El cuerpo diplomático sueco no tenía contactos con la embajada uruguaya en Chile, ya que después del golpe militar de junio de 1973 “las puertas se cerraron totalmente”, explica el secretario del embajador.

“De todas maneras, logramos salvoconductos para brasileños, uruguayos y bolivianos. El problema era que en la embajada no podíamos recibir chilenos, que para los militares debían ser procesados en su país. No sabíamos qué hacer con el resto de los chilenos que quedaban en la embajada, así que comenzamos a buscar colaboración con otras embajadas, como la de Venezuela, la de México y la de Colombia, y por intermedio de ellas logramos que pudieran salir. Los traslados eran operaciones delicadas”, explica Bengtsson. Se estima que unos 8.000 chilenos se exiliaron en Suecia durante el régimen de Pinochet.

Aquella tarde

Para Bengtsson, aquellos días en Chile son sinónimo de dramatismo. En la entrevista con la diaria recordó que un mediodía, en febrero de 1974, estaban almorzando en la sede diplomática y en un momento ingresaron al jardín soldados chilenos armados, que rodearon la casa. “La gente entró en pánico, corría por la casa. Respiré profundamente dos veces y salí por la puerta principal. Les dije a los militares que ésa era la casa de Suecia, que estaba prohibido su ingreso y que debían abandonar inmediatamente ese sitio”, relata.

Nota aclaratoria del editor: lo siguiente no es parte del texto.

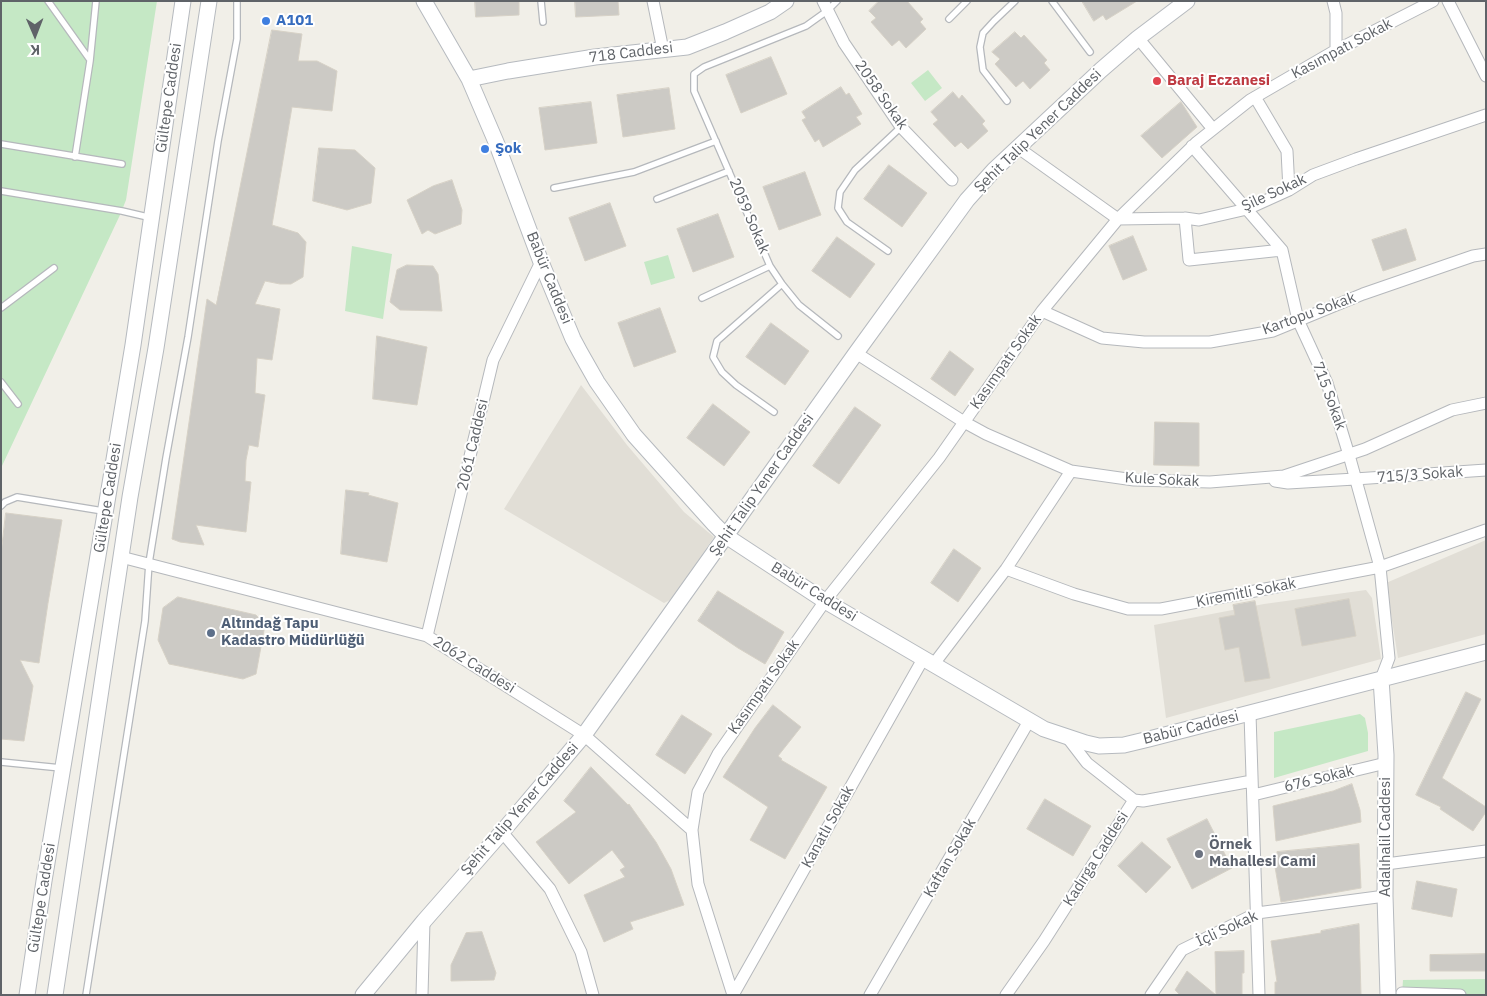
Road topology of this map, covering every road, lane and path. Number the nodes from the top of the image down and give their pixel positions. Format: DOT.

El militar que estaba a cargo del operativo aceptó hablar en la puerta con los integrantes del cuerpo diplomático y ordenó que se retiraran todos los soldados que estaban en el lugar. “Cuando conversamos en la puerta me pidieron una lista de las personas que estaban dentro, para lo que necesitaban un contacto con la casa central. Ésta fue una grandísima violación. Habían entrado por ese mismo hueco que se usaba. Muchas veces pensé qué habría ocurrido realmente si yo no hubiera estado en casa esa tarde. Tuvimos suerte de no haber sufrido algún accidente grave en ninguna de las casas, aunque sí sufrimos un atentado”.

La mayoría de los presos políticos uruguayos liberados por Edelstam pertenecían al Movimiento de Liberación Nacional-Tupamaros (MLN-T). En el documental Harald Edelstam, nombre de la esperanza algunos integrantes del MLN-T destacan que el gobierno sueco, de orientación socialdemócrata, nunca valoró negativamente que ellos se encontraran “más a la izquierda” que aquella administración europea. “Se consideraba simplemente la situación, y el riesgo que padecía una persona ante la represión antidemocrática. Edelstam tenía la convicción de que debía hacer ese tipo de cosas y que además era su derecho. Sentía que aquello que estaba haciendo era lo que correspondía en una situación de ese tipo, más allá de orientaciones políticas”, concluye Bengtsson.